To explore the potential underlying reason why patients with EGFR gain had a worse OS in our cohort, we determined the potential influence of second- or subsequent lines of treatment and T790M as a resistance mechanism. This revealed a longer median OS for patients who received osimertinib as second or subsequent lines of treatment and/or developed a T790M as compared to patients who did not develop a T790M at disease progression. Patients with a T790M as a resistance mechanism were mostly successfully treated with a third-generation TKI at progressive disease. Combined analysis of these variables indicated that the favorable OS was restricted to the group of patients without EGFR copy number gains who developed a T790M mutation and were treated with osimertinib. In our study, lack of EGFR copy number gains at baseline is a good prognostic factor for OS, which fits with the observation that EGFR amplification has been reported as a resistance mechanism to osimertinib or other third-generation EGFR-TKIs [31,32,33].

In addition to studies focusing on EGFR gain in relation to survival, some other studies determined the relation between the VAF of the EGFR mutation and survival. A shorter PFS was shown for cases with lower E19DEL and L858R VAF in the study of Li et al. [8], whereas this was observed only for L858R in a study of Hung et al. [6]. Ono et al. [7] observed a shorter PFS for patients with a low L858R VAF but did not observe a difference in PFS for E19DEL VAF. In our study, VAF of both E19DEL (14–95%) and L858R (21–86%) were above the cut-off values used in the above-described papers (i.e., 4.9–9.9%) in all patients, while estimated tumor cell percentages were not higher in our study. Based on results as reported in the literature and our own data showing no effect of VAF on survival, we conclude that VAF is not a reliable predictor of survival in EGFR-TKI-treated patients.

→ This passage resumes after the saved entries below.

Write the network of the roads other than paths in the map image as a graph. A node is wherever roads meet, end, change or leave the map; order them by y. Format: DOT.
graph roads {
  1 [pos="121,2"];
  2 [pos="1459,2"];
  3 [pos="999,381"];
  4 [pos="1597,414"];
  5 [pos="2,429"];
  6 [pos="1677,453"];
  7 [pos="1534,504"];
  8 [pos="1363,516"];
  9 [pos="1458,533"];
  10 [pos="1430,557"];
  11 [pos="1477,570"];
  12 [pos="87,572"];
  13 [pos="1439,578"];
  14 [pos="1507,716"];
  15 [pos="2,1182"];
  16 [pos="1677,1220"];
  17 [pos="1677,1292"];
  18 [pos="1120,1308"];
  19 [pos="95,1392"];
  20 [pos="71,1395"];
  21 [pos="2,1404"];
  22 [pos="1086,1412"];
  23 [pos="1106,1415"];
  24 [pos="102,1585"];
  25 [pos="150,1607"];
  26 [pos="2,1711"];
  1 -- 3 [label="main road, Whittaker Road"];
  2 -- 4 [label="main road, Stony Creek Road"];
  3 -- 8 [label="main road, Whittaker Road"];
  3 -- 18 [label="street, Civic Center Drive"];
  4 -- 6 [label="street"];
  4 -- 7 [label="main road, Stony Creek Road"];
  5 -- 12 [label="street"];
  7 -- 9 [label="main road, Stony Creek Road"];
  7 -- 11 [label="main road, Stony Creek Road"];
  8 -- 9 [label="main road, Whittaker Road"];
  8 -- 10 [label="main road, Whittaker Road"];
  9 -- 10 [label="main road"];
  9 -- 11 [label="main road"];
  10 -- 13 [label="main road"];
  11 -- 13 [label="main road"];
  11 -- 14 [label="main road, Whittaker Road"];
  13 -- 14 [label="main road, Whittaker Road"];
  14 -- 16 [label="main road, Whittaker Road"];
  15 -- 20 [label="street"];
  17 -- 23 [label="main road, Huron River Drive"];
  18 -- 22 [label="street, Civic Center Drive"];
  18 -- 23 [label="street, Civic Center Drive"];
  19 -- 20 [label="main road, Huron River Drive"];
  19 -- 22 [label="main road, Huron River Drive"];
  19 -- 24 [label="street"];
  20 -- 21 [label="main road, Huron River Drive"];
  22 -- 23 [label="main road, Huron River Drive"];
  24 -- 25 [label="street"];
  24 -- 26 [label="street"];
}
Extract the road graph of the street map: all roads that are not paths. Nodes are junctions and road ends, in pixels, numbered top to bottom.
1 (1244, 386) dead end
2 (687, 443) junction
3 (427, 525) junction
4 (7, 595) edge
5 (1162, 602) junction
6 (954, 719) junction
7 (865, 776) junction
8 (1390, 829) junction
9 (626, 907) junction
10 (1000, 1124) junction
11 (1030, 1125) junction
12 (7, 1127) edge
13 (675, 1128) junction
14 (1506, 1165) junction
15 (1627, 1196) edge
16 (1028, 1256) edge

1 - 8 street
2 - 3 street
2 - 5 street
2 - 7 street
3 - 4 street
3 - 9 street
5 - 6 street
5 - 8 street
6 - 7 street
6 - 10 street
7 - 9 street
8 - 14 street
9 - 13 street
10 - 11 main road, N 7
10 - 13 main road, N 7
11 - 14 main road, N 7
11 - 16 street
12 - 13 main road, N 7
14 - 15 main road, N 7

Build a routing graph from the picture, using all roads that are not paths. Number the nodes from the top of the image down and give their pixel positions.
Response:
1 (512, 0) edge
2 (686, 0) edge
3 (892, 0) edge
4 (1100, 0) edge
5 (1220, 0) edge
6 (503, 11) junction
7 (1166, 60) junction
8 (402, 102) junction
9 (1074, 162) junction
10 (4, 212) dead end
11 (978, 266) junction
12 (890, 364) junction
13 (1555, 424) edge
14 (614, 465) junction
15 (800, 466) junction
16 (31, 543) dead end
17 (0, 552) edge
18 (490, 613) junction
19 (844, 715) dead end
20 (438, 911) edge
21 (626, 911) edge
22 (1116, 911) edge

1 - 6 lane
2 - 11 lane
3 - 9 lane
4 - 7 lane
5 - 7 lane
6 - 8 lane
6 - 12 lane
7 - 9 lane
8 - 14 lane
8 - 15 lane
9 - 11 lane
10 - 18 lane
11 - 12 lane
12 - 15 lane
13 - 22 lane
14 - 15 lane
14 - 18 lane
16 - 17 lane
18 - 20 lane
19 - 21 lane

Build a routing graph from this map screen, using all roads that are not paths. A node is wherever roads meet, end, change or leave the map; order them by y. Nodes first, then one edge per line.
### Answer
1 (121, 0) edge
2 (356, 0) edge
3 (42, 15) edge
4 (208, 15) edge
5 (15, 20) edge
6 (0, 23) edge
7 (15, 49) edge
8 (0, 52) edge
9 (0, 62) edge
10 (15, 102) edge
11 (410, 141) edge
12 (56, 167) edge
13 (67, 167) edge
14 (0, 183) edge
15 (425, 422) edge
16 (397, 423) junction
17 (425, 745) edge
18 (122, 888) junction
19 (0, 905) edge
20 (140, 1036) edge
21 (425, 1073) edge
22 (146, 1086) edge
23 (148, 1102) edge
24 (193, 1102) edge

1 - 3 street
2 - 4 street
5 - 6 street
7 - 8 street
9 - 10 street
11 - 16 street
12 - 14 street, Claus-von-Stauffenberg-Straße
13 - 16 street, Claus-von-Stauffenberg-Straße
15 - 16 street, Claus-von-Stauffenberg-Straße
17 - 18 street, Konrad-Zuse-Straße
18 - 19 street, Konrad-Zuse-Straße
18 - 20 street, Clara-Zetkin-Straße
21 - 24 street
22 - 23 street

Our targeted NGS panels included only a limited number of amplicons at chromosome 7. Therefore, we were limited in differentiating a high copy number because of polysomy or focal amplification. Moreover, the small NGS panel (Table S1 of the ESM) precluded a more in-depth analysis of other concurrent genomic alterations that may affect survival [34, 35]. Pseudo-amplification due to decreased copy numbers of reference amplicons by internal comparison approach can occur, but the impact will be low, as we selected the most stable amplicons and used the median value of these amplicons for the calculations. Read count normalization using the within-tumor sample approach had a better correlation with survival than the approach using normal control samples in this study. The differences between the two methods might be related to the high degree of aneuploidy in the tumor samples, with up to three or four copies per chromosome and related to the batch-wise analysis of normal control samples, whereas tumor samples were retrieved over a period of 3 years. The number of EGFR mutation-positive patients with available clinical data for first-line TKI treatment was limited and further studies are needed.

5 Conclusions

Amplicon-based targeted NGS data can be used to estimate the presence of EGFR gain. The EGFR copy number status as defined by the internal amplicon comparison can be used as a prognostic marker for OS in EGFR mutation-positive patients treated with EGFR-TKIs. The observed clinical value of EGFR gain was observed in cases that were treated with osimertinib in second or subsequent lines of treatment based on the presence of T790M upon resistance to first-line TKIs. Our findings warrant routine testing of EGFR copy number gains in the clinical setting, especially because it might be associated with a lower tumor response to second-line EGFR-TKIs with osimertinib. Based on our results, we hypothesize that alternative combination therapies may improve outcome for patients with EGFR gain and mutation.